::: Available records :::

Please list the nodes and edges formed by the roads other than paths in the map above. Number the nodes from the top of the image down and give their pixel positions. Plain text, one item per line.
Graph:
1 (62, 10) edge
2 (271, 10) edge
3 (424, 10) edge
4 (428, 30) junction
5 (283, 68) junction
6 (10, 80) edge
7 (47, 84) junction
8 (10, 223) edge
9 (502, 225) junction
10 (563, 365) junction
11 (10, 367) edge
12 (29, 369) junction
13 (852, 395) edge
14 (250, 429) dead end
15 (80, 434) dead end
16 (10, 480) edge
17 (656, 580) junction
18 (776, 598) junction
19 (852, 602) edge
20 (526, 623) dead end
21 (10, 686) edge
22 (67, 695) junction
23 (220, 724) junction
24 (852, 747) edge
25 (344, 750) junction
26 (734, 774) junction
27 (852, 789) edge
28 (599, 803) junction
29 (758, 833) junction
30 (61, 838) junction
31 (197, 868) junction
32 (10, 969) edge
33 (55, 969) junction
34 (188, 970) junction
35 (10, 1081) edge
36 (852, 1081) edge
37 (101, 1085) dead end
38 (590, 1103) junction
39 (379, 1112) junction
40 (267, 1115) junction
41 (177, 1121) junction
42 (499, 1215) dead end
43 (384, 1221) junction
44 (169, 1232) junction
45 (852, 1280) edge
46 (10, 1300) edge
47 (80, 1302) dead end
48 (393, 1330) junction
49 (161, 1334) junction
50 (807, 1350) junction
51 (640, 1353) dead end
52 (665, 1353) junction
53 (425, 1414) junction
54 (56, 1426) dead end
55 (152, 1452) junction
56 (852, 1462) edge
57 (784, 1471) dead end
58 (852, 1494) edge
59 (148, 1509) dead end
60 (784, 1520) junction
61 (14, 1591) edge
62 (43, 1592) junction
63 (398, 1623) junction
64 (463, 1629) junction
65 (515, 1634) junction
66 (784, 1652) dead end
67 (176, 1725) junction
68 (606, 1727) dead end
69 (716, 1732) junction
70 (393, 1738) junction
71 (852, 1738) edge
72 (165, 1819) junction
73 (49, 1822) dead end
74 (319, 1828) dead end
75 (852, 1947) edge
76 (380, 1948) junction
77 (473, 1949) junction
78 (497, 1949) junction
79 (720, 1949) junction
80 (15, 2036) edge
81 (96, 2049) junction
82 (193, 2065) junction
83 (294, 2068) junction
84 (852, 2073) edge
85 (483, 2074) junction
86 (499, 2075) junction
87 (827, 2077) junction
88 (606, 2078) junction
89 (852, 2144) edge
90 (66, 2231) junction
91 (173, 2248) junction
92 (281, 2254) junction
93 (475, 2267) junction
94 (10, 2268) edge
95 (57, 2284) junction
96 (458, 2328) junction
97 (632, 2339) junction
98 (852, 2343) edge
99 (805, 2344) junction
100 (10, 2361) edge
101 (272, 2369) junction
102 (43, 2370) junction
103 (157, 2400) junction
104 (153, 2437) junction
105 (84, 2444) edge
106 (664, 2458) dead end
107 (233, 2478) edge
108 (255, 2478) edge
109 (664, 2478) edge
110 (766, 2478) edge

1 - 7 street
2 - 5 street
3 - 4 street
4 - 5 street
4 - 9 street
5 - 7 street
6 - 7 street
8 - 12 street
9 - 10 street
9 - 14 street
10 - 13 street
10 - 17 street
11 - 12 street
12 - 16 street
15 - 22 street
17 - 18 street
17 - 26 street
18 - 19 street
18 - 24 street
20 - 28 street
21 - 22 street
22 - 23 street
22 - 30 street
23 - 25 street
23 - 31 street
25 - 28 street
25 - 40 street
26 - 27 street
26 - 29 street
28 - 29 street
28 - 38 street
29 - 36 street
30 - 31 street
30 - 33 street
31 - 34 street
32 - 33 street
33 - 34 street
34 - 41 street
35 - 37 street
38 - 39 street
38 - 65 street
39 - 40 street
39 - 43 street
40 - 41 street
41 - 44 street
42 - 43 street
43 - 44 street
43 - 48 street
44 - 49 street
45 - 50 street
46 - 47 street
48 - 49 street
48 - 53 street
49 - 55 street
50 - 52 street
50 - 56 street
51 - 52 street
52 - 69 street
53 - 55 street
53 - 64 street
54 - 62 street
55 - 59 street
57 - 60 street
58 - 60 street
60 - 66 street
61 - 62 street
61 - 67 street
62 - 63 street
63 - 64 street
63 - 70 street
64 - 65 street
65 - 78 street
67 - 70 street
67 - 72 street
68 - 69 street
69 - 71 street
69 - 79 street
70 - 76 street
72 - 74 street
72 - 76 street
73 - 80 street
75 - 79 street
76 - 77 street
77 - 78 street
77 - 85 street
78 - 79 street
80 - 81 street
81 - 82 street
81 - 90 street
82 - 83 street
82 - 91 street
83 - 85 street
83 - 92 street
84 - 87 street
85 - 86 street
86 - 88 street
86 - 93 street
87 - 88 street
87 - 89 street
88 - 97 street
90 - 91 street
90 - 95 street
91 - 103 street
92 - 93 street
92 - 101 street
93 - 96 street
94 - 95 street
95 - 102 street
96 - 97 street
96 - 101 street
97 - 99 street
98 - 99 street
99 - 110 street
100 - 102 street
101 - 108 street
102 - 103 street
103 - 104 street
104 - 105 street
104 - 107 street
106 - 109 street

:::

Could you copy every record above exactly as it appears?

Please list the nodes and edges formed by the roads other than paths in the map above. Number the nodes from the top of the image down and give their pixel positions. Plain text, one item per line.
Graph:
1 (62, 10) edge
2 (271, 10) edge
3 (424, 10) edge
4 (428, 30) junction
5 (283, 68) junction
6 (10, 80) edge
7 (47, 84) junction
8 (10, 223) edge
9 (502, 225) junction
10 (563, 365) junction
11 (10, 367) edge
12 (29, 369) junction
13 (852, 395) edge
14 (250, 429) dead end
15 (80, 434) dead end
16 (10, 480) edge
17 (656, 580) junction
18 (776, 598) junction
19 (852, 602) edge
20 (526, 623) dead end
21 (10, 686) edge
22 (67, 695) junction
23 (220, 724) junction
24 (852, 747) edge
25 (344, 750) junction
26 (734, 774) junction
27 (852, 789) edge
28 (599, 803) junction
29 (758, 833) junction
30 (61, 838) junction
31 (197, 868) junction
32 (10, 969) edge
33 (55, 969) junction
34 (188, 970) junction
35 (10, 1081) edge
36 (852, 1081) edge
37 (101, 1085) dead end
38 (590, 1103) junction
39 (379, 1112) junction
40 (267, 1115) junction
41 (177, 1121) junction
42 (499, 1215) dead end
43 (384, 1221) junction
44 (169, 1232) junction
45 (852, 1280) edge
46 (10, 1300) edge
47 (80, 1302) dead end
48 (393, 1330) junction
49 (161, 1334) junction
50 (807, 1350) junction
51 (640, 1353) dead end
52 (665, 1353) junction
53 (425, 1414) junction
54 (56, 1426) dead end
55 (152, 1452) junction
56 (852, 1462) edge
57 (784, 1471) dead end
58 (852, 1494) edge
59 (148, 1509) dead end
60 (784, 1520) junction
61 (14, 1591) edge
62 (43, 1592) junction
63 (398, 1623) junction
64 (463, 1629) junction
65 (515, 1634) junction
66 (784, 1652) dead end
67 (176, 1725) junction
68 (606, 1727) dead end
69 (716, 1732) junction
70 (393, 1738) junction
71 (852, 1738) edge
72 (165, 1819) junction
73 (49, 1822) dead end
74 (319, 1828) dead end
75 (852, 1947) edge
76 (380, 1948) junction
77 (473, 1949) junction
78 (497, 1949) junction
79 (720, 1949) junction
80 (15, 2036) edge
81 (96, 2049) junction
82 (193, 2065) junction
83 (294, 2068) junction
84 (852, 2073) edge
85 (483, 2074) junction
86 (499, 2075) junction
87 (827, 2077) junction
88 (606, 2078) junction
89 (852, 2144) edge
90 (66, 2231) junction
91 (173, 2248) junction
92 (281, 2254) junction
93 (475, 2267) junction
94 (10, 2268) edge
95 (57, 2284) junction
96 (458, 2328) junction
97 (632, 2339) junction
98 (852, 2343) edge
99 (805, 2344) junction
100 (10, 2361) edge
101 (272, 2369) junction
102 (43, 2370) junction
103 (157, 2400) junction
104 (153, 2437) junction
105 (84, 2444) edge
106 (664, 2458) dead end
107 (233, 2478) edge
108 (255, 2478) edge
109 (664, 2478) edge
110 (766, 2478) edge

1 - 7 street
2 - 5 street
3 - 4 street
4 - 5 street
4 - 9 street
5 - 7 street
6 - 7 street
8 - 12 street
9 - 10 street
9 - 14 street
10 - 13 street
10 - 17 street
11 - 12 street
12 - 16 street
15 - 22 street
17 - 18 street
17 - 26 street
18 - 19 street
18 - 24 street
20 - 28 street
21 - 22 street
22 - 23 street
22 - 30 street
23 - 25 street
23 - 31 street
25 - 28 street
25 - 40 street
26 - 27 street
26 - 29 street
28 - 29 street
28 - 38 street
29 - 36 street
30 - 31 street
30 - 33 street
31 - 34 street
32 - 33 street
33 - 34 street
34 - 41 street
35 - 37 street
38 - 39 street
38 - 65 street
39 - 40 street
39 - 43 street
40 - 41 street
41 - 44 street
42 - 43 street
43 - 44 street
43 - 48 street
44 - 49 street
45 - 50 street
46 - 47 street
48 - 49 street
48 - 53 street
49 - 55 street
50 - 52 street
50 - 56 street
51 - 52 street
52 - 69 street
53 - 55 street
53 - 64 street
54 - 62 street
55 - 59 street
57 - 60 street
58 - 60 street
60 - 66 street
61 - 62 street
61 - 67 street
62 - 63 street
63 - 64 street
63 - 70 street
64 - 65 street
65 - 78 street
67 - 70 street
67 - 72 street
68 - 69 street
69 - 71 street
69 - 79 street
70 - 76 street
72 - 74 street
72 - 76 street
73 - 80 street
75 - 79 street
76 - 77 street
77 - 78 street
77 - 85 street
78 - 79 street
80 - 81 street
81 - 82 street
81 - 90 street
82 - 83 street
82 - 91 street
83 - 85 street
83 - 92 street
84 - 87 street
85 - 86 street
86 - 88 street
86 - 93 street
87 - 88 street
87 - 89 street
88 - 97 street
90 - 91 street
90 - 95 street
91 - 103 street
92 - 93 street
92 - 101 street
93 - 96 street
94 - 95 street
95 - 102 street
96 - 97 street
96 - 101 street
97 - 99 street
98 - 99 street
99 - 110 street
100 - 102 street
101 - 108 street
102 - 103 street
103 - 104 street
104 - 105 street
104 - 107 street
106 - 109 street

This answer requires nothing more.